Law firm Pinsent Masons has brought together members of the judiciary and experts from the IT industry to pioneer a new e-training programme.
The hope is that it will speed up the judicial process and cut costs in the region's courts.
The pilot programme, which was attended by more than 15 judges from around the country, took place at Pinsent Masons' offices in Birmingham.
It focused on electronic disclosure - the gathering and exchanging of electronically generated and stored documents such as emails, word documents, excel spreadsheets, audio files and databases.
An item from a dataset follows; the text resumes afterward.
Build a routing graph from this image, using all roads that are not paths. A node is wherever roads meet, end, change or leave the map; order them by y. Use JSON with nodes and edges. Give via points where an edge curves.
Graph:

In 2005 the Civil Procedure Rules which govern the way cases are conducted in England and Wales laid down new guidelines on the use of electronically generated documents in litigation cases. However, two years on there is growing concern that the rules are ambiguous and the process is both time consuming and expensive. According to a recent survey of 1,000 litigators 43 per cent believed that the rules had not had a positive impact whilst 56 per cent said they had led to increased costs in conducting cases. According to the survey one in four edisclosure cases cost more than £1 million.
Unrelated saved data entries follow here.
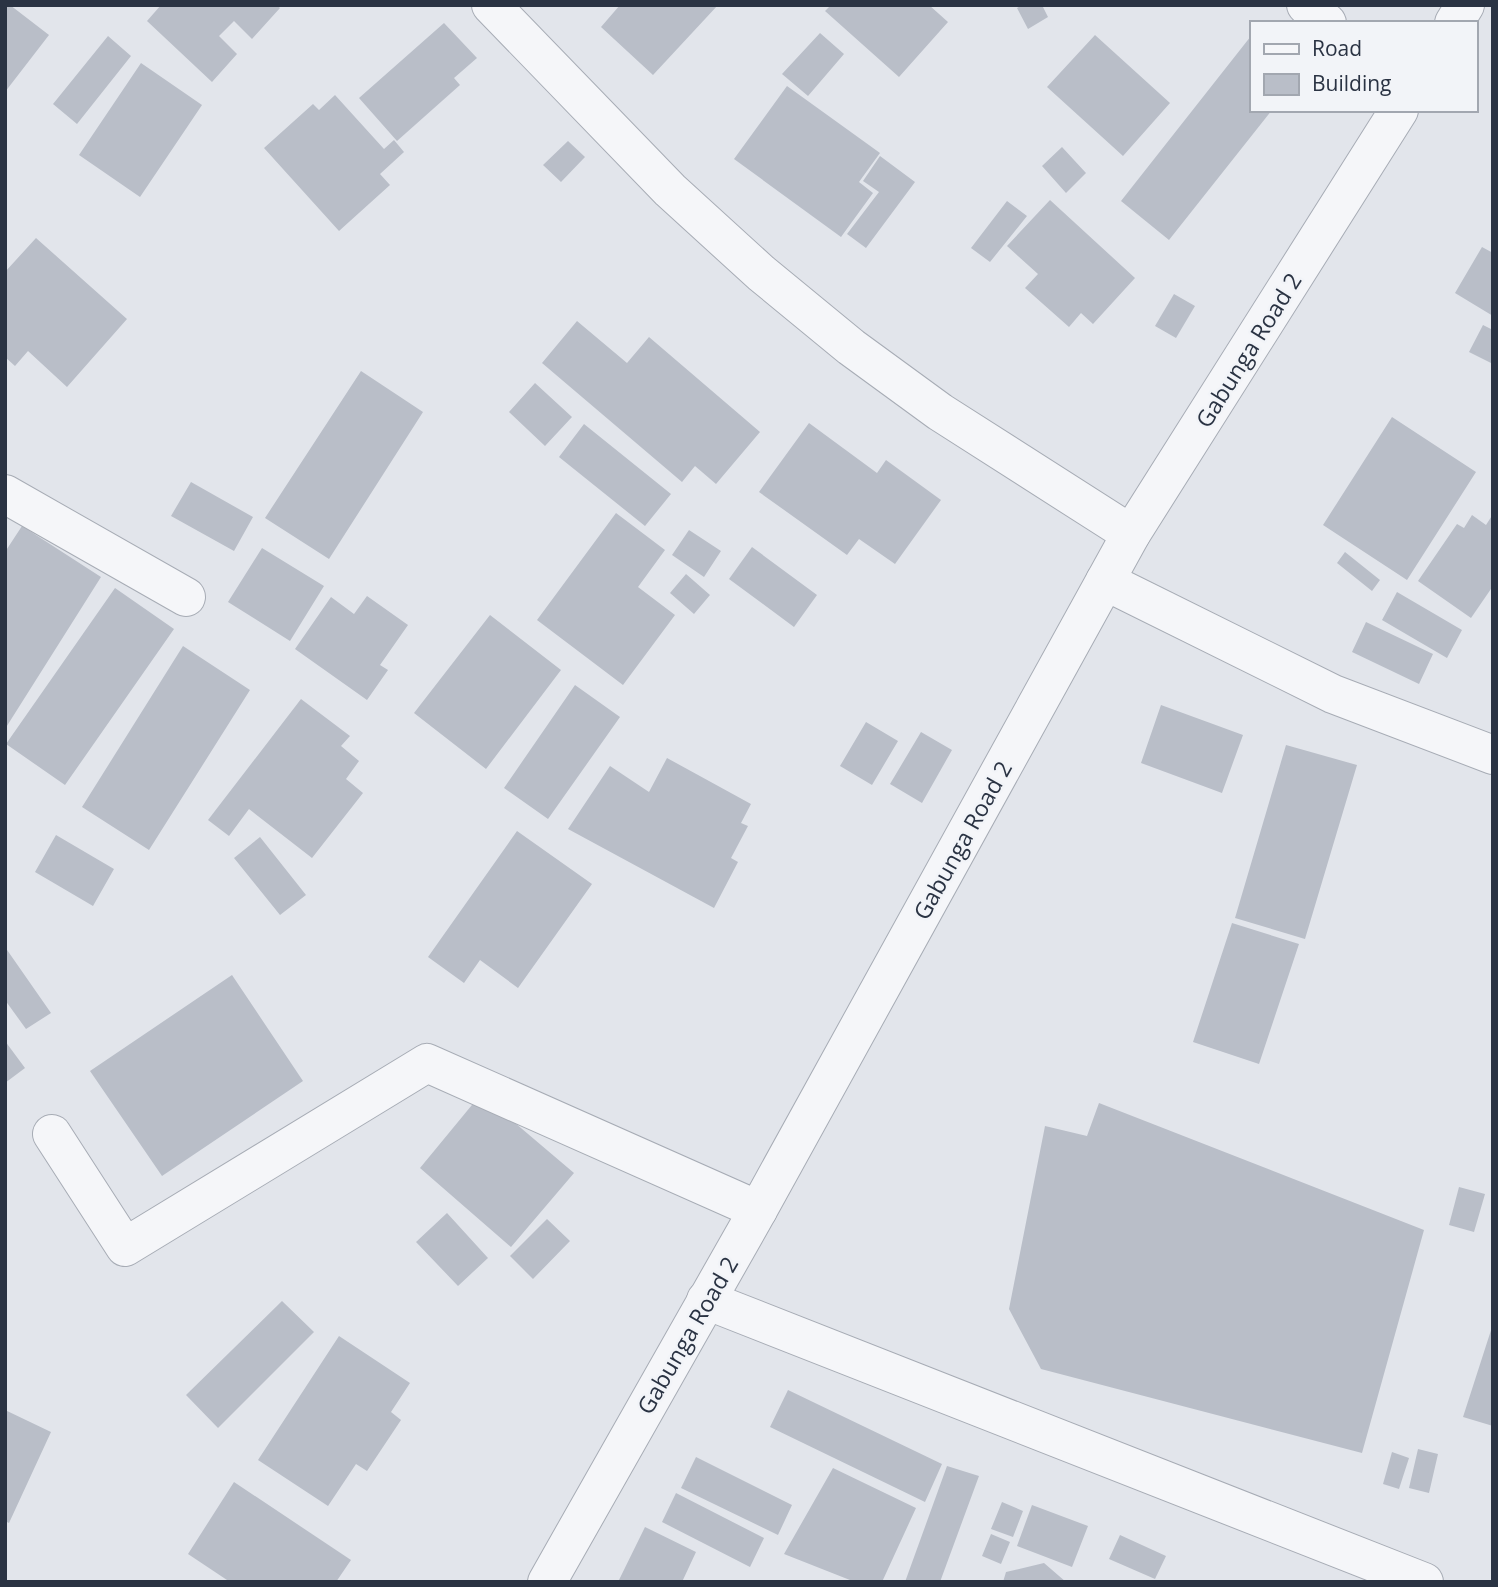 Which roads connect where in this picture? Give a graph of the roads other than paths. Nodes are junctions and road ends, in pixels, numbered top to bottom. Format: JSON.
{"nodes":[{"id":1,"x":491,"y":5,"type":"edge"},
{"id":2,"x":1306,"y":5,"type":"edge"},
{"id":3,"x":1465,"y":5,"type":"edge"},
{"id":4,"x":1325,"y":21,"type":"edge"},
{"id":5,"x":1455,"y":21,"type":"edge"},
{"id":6,"x":1398,"y":112,"type":"edge"},
{"id":7,"x":5,"y":494,"type":"edge"},
{"id":8,"x":1131,"y":534,"type":"junction"},
{"id":9,"x":1105,"y":581,"type":"junction"},
{"id":10,"x":186,"y":597,"type":"dead end"},
{"id":11,"x":1493,"y":755,"type":"edge"},
{"id":12,"x":52,"y":1134,"type":"dead end"},
{"id":13,"x":758,"y":1210,"type":"junction"},
{"id":14,"x":706,"y":1300,"type":"junction"},
{"id":15,"x":547,"y":1582,"type":"edge"},
{"id":16,"x":1424,"y":1582,"type":"edge"}],
"edges":[{"from":1,"to":8,"type":"street"},
{"from":2,"to":4,"type":"street"},
{"from":3,"to":5,"type":"street"},
{"from":6,"to":8,"type":"street","name":"Gabunga Road 2"},
{"from":7,"to":10,"type":"street"},
{"from":8,"to":9,"type":"street","name":"Gabunga Road 2"},
{"from":9,"to":11,"type":"street"},
{"from":9,"to":13,"type":"street","name":"Gabunga Road 2"},
{"from":12,"to":13,"type":"street"},
{"from":13,"to":14,"type":"street","name":"Gabunga Road 2"},
{"from":14,"to":15,"type":"street","name":"Gabunga Road 2"},
{"from":14,"to":16,"type":"street"}]}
His Honour Judge Simon Brown QC, Specialist Mercantile Judge at Birmingham Civil Justice Centre, commented: "It is essential that all involved in dispute resolution urgently get to grips with the enormous burdens and costs now being caused by the proliferation of electronic data before they overwhelms us.
"The key to resolving disputes efficiently lies in being able to quickly identify only those pieces of data out of a mountain of information that are significant and decisive in any case.
"The courts will be pro-active at an early stage of case management in helping to achieve this objective with a view to dealing with cases justly and reducing the great expense that is the blight of civil litigation."
Mark Surguy, senior associate at Pinsent Masons and one of the pioneers of the initiative, added: "The huge volumes of electronically generated evidence pose a real challenge to the legal profession and to its clients.
"The initiative has been warmly welcomed by the region's judiciary and we hope this pioneering initiative will be used by other courts in the country and will lead to clear statements of best practice."